* **To do**
Only the text of the entries below should be returned, exactly as given, without pictures.

* **The input**
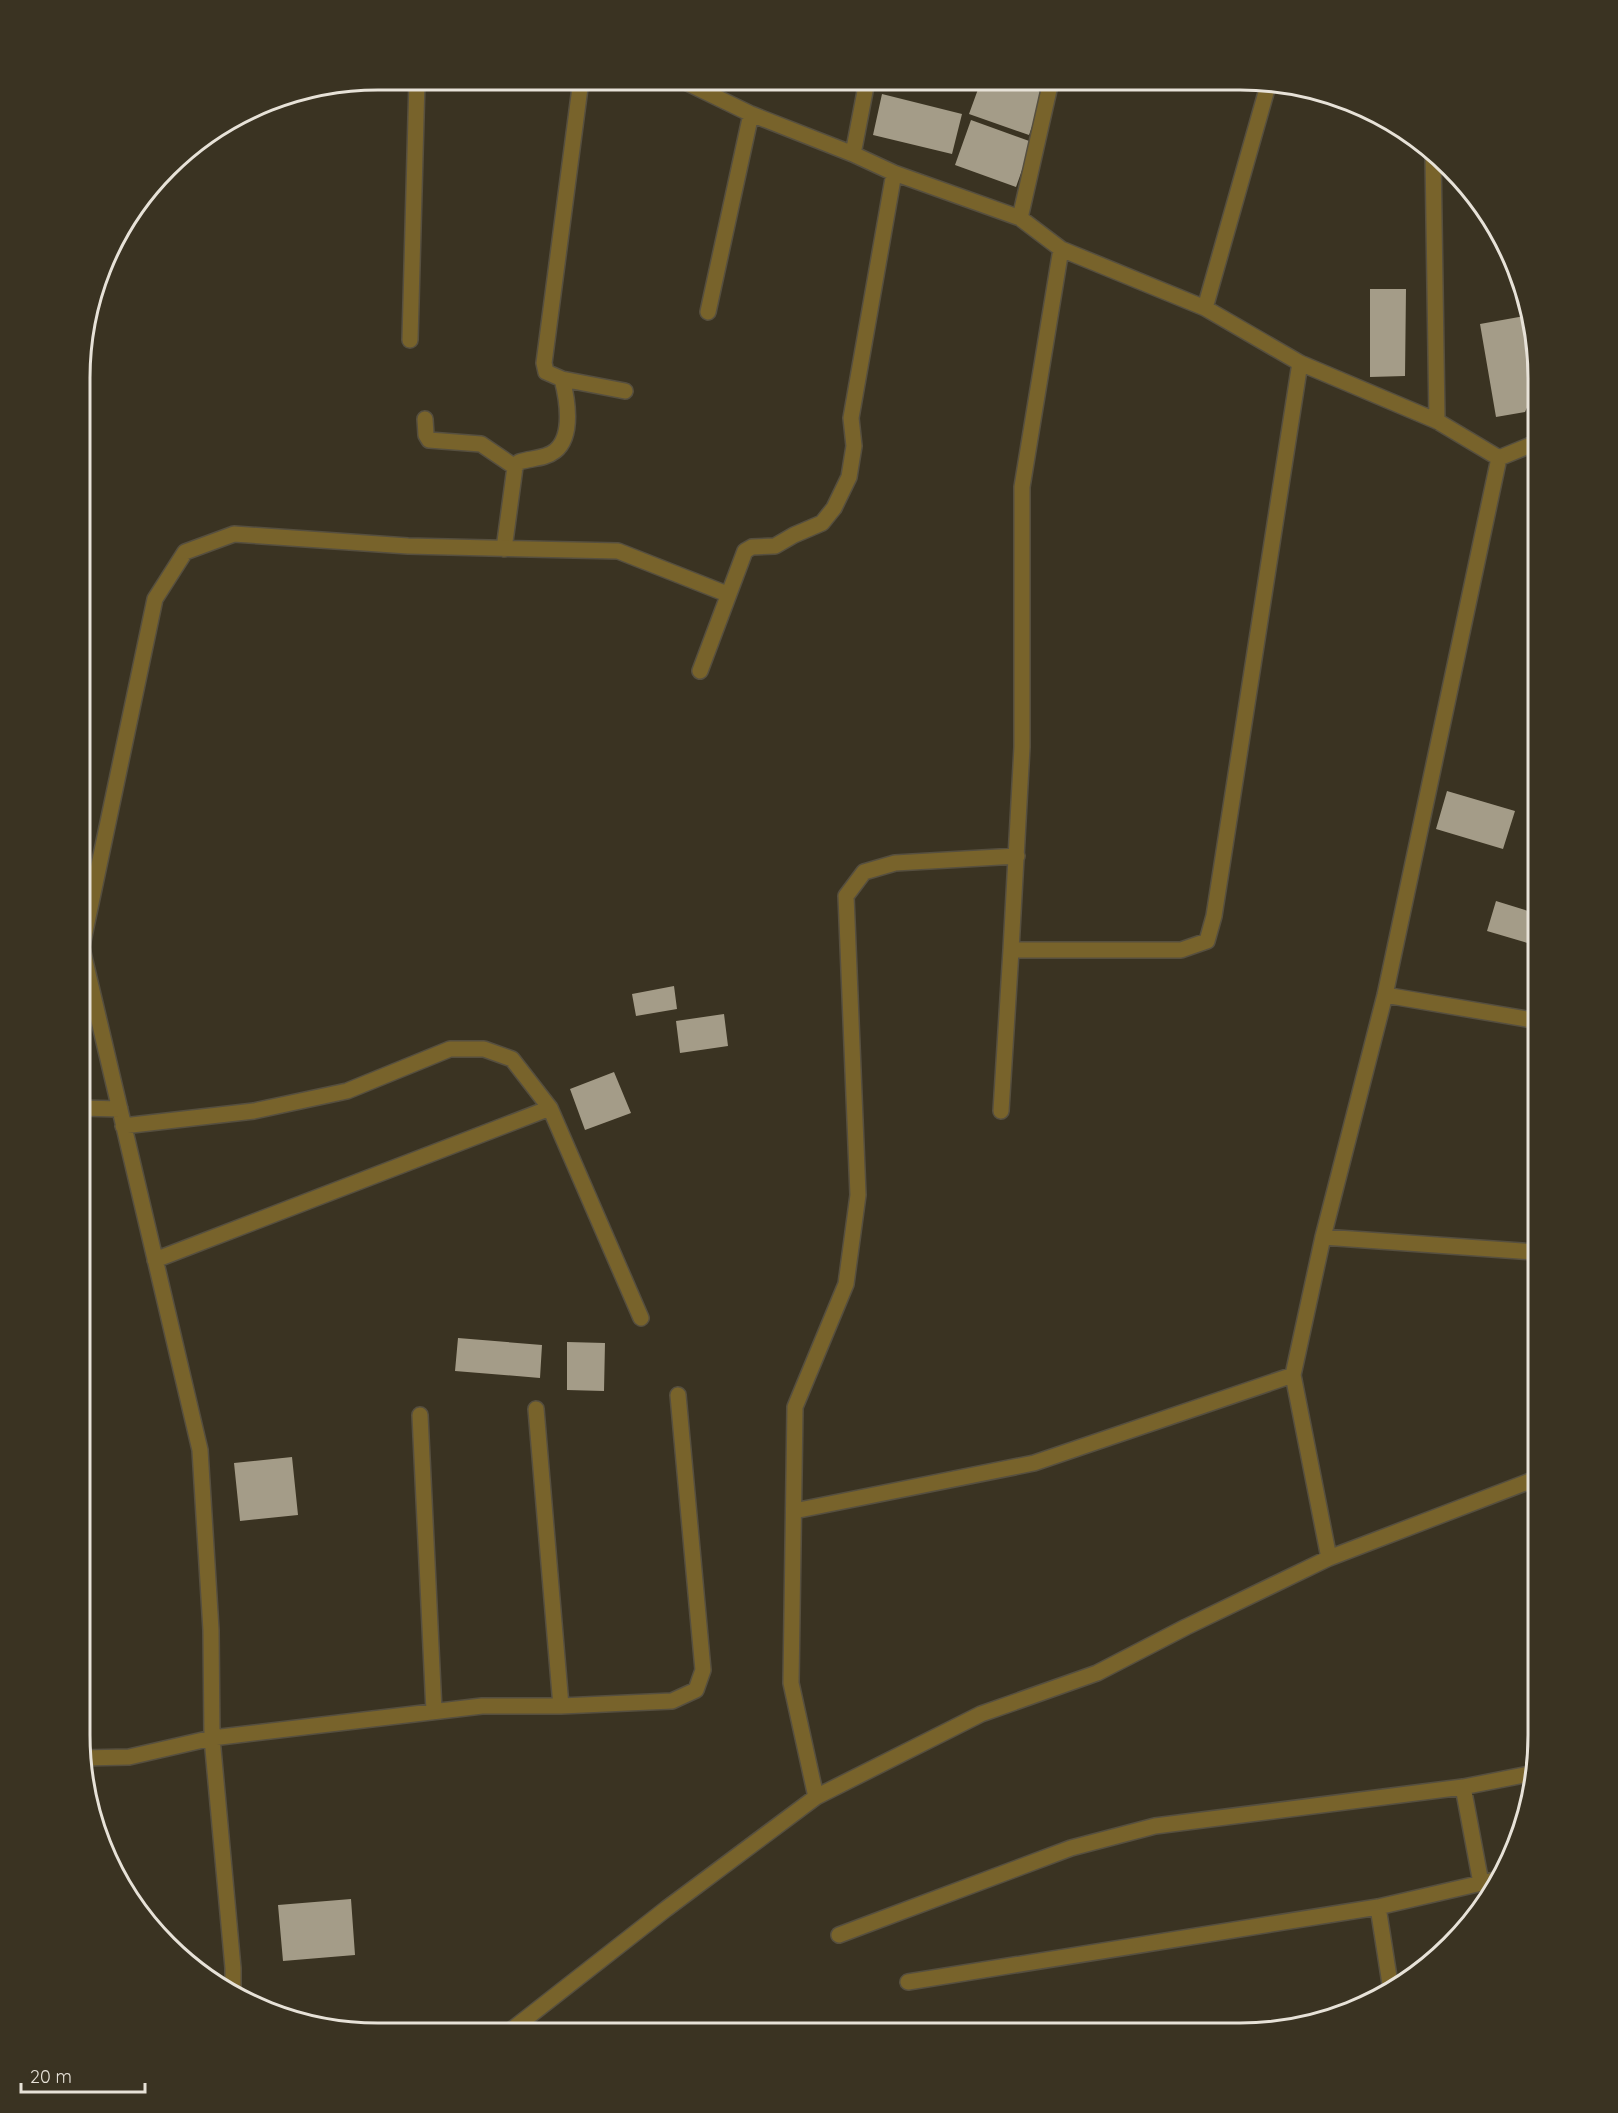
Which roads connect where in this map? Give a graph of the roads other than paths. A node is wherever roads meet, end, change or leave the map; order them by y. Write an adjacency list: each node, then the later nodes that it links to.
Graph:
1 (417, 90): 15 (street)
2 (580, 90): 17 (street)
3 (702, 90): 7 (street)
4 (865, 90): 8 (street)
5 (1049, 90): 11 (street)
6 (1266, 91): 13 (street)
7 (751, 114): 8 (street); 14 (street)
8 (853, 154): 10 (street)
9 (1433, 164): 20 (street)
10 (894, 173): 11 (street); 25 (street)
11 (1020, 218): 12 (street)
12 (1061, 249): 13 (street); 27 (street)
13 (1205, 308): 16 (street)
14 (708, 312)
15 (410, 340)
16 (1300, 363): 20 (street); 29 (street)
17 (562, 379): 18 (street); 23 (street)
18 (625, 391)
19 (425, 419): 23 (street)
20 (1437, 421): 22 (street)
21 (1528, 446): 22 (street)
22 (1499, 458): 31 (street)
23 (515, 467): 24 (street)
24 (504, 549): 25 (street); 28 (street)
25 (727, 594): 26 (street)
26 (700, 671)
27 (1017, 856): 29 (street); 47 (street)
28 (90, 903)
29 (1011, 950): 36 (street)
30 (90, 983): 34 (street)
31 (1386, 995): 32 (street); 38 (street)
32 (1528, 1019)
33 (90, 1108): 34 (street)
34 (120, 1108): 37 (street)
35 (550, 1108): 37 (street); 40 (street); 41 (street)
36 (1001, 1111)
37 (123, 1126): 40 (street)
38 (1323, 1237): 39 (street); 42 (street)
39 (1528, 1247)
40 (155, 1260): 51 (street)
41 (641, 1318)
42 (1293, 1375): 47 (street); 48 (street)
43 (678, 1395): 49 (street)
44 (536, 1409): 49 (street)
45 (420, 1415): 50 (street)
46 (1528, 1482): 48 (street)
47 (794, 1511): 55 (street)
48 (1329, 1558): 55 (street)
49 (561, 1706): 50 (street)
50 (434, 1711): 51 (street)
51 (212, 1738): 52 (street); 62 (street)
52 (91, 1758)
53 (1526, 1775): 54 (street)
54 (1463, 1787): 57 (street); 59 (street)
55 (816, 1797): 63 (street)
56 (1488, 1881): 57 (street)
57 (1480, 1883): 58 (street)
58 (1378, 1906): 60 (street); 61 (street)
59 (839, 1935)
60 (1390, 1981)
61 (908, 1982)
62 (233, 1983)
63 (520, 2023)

* **Answer section**
Which roads connect where in this map? Give a graph of the roads other than paths. A node is wherever roads meet, end, change or leave the map; order them by y. Write an adjacency list: each node, then the later nodes that it links to.
Graph:
1 (417, 90): 15 (street)
2 (580, 90): 17 (street)
3 (702, 90): 7 (street)
4 (865, 90): 8 (street)
5 (1049, 90): 11 (street)
6 (1266, 91): 13 (street)
7 (751, 114): 8 (street); 14 (street)
8 (853, 154): 10 (street)
9 (1433, 164): 20 (street)
10 (894, 173): 11 (street); 25 (street)
11 (1020, 218): 12 (street)
12 (1061, 249): 13 (street); 27 (street)
13 (1205, 308): 16 (street)
14 (708, 312)
15 (410, 340)
16 (1300, 363): 20 (street); 29 (street)
17 (562, 379): 18 (street); 23 (street)
18 (625, 391)
19 (425, 419): 23 (street)
20 (1437, 421): 22 (street)
21 (1528, 446): 22 (street)
22 (1499, 458): 31 (street)
23 (515, 467): 24 (street)
24 (504, 549): 25 (street); 28 (street)
25 (727, 594): 26 (street)
26 (700, 671)
27 (1017, 856): 29 (street); 47 (street)
28 (90, 903)
29 (1011, 950): 36 (street)
30 (90, 983): 34 (street)
31 (1386, 995): 32 (street); 38 (street)
32 (1528, 1019)
33 (90, 1108): 34 (street)
34 (120, 1108): 37 (street)
35 (550, 1108): 37 (street); 40 (street); 41 (street)
36 (1001, 1111)
37 (123, 1126): 40 (street)
38 (1323, 1237): 39 (street); 42 (street)
39 (1528, 1247)
40 (155, 1260): 51 (street)
41 (641, 1318)
42 (1293, 1375): 47 (street); 48 (street)
43 (678, 1395): 49 (street)
44 (536, 1409): 49 (street)
45 (420, 1415): 50 (street)
46 (1528, 1482): 48 (street)
47 (794, 1511): 55 (street)
48 (1329, 1558): 55 (street)
49 (561, 1706): 50 (street)
50 (434, 1711): 51 (street)
51 (212, 1738): 52 (street); 62 (street)
52 (91, 1758)
53 (1526, 1775): 54 (street)
54 (1463, 1787): 57 (street); 59 (street)
55 (816, 1797): 63 (street)
56 (1488, 1881): 57 (street)
57 (1480, 1883): 58 (street)
58 (1378, 1906): 60 (street); 61 (street)
59 (839, 1935)
60 (1390, 1981)
61 (908, 1982)
62 (233, 1983)
63 (520, 2023)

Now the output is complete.